Die Wissenschaft versucht das Phänomen Prosopagnosie mit eingehenden Untersuchungen im MRT besser zu verstehen, kann aber keine Therapien anbieten, da die Ursache ja genetischer Natur ist. Die Sechzigjährige stört das nicht. „Ich bin privat und beruflich bisher gut durchs Leben gekommen. Nur weil ich einen Speicherdefekt irgendwo hinten links im Gehirn habe und bei mir die Prozesse eben anders ablaufen als bei anderen, heißt das nicht, dass ich defizitär bin.“

Factsheet Prosopagnosie

  • Hinweise auf Prosopagnosie finden sich bereits in der griechischen Antike. Das Defizit wurde erstmals 1947 vom deutschen Psychiater und Neurologen Joachim Bodamer anhand dreier Patienten mit Hirnverletzungen wissenschaftlich eingeführt. Dieser prägte auch das Kunstwort „Prosopagnosie“, das er aus den griechischen Wörtern für „Gesicht“ und „Nichterkennen“ ableitete.
  • Die erworbene Form nach Enzephalitis, Hirntrauma oder -infarkt ist aber sehr selten. Erst seit 1976 kennt man die angeborene (kongenitale) Form. Prof. Ingo Kennerknecht vom Institut für Humangenetik am UKM konnte in seinen zusammen mit anderen Wissenschaftlern seit 2001 betriebenen Studien zeigen, dass die angeborene Prosopagnosie mit einer weltweiten Prävalenz von 2 bis 3 Prozent sehr häufig ist und praktisch immer familiär auftritt.
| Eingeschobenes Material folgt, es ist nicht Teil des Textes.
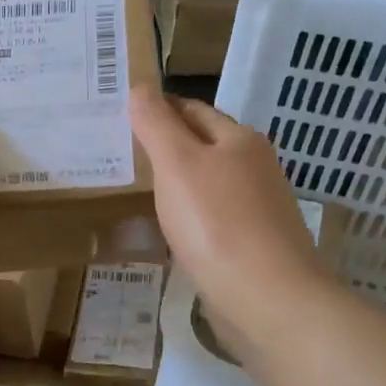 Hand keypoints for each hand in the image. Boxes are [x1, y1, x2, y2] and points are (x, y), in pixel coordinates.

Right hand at [129, 86, 329, 337]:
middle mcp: (254, 167)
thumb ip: (156, 124)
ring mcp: (256, 208)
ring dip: (176, 184)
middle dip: (165, 146)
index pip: (191, 109)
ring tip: (135, 191)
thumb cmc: (216, 223)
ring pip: (207, 184)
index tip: (119, 118)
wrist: (266, 299)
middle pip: (202, 146)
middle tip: (119, 155)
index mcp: (239, 139)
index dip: (156, 109)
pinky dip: (188, 217)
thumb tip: (140, 87)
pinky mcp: (252, 245)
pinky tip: (168, 230)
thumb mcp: (177, 164)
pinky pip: (211, 219) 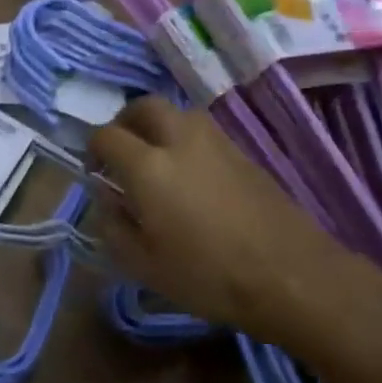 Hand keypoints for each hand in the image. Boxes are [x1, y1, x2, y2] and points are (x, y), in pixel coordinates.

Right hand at [88, 98, 345, 335]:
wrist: (289, 274)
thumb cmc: (207, 275)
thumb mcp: (143, 264)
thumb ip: (114, 225)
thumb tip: (107, 197)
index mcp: (147, 166)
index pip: (106, 136)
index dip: (92, 150)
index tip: (95, 173)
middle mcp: (179, 139)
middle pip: (143, 107)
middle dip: (125, 122)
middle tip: (121, 150)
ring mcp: (215, 141)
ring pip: (176, 112)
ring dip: (158, 125)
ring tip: (156, 158)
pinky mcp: (242, 151)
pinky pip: (202, 130)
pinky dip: (184, 139)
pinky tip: (190, 173)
    Kennerknecht, T. Grueter, B. Welling, S. Wentzek, J. Horst, S. Edwards, M. Grueter: First report of prevalence of non-syndromic hereditary prosopagnosia (HPA). (PDF) In: Am J Med Genet. Part A 140A. 2006, S. 1617–1622, doi:10.1002/ajmg.a.31343, PMID 16817175.
  • Mit funktionellen und bildgebenden Verfahren wie EEG (Elektroenzephalografie) und fMRT (funktionelle Magnetresonanztomographie) versucht man den neurologischen Hintergrund abzuklären. Zur Diagnostik sind diese Methoden bislang nicht geeignet. Verhaltenspsychologische Tests, wie der Cambridge Face Memory Test (CMFT), sind derzeit die diagnostische Methode der Wahl, erlauben aber nicht in jedem Fall die Diagnose.
  • Weltweit gibt es große Anstrengungen, die zugrundeliegende Genetik abzuklären – ohne bislang Gene gefunden zu haben, die mit dem Auftreten der Prosopagnosie in Verbindung gebracht werden können. Da die Prosopagnosie angeboren ist, gibt es derzeit keine ursächliche Therapie, wohl aber entwickeln Betroffene von sich aus gute Kompensationsstrategien. Weil sich Betroffene dessen oft nicht bewusst sind, wird das Phänomen im Alltag nicht thematisiert und erklärt daher, warum es praktisch nicht bekannt ist.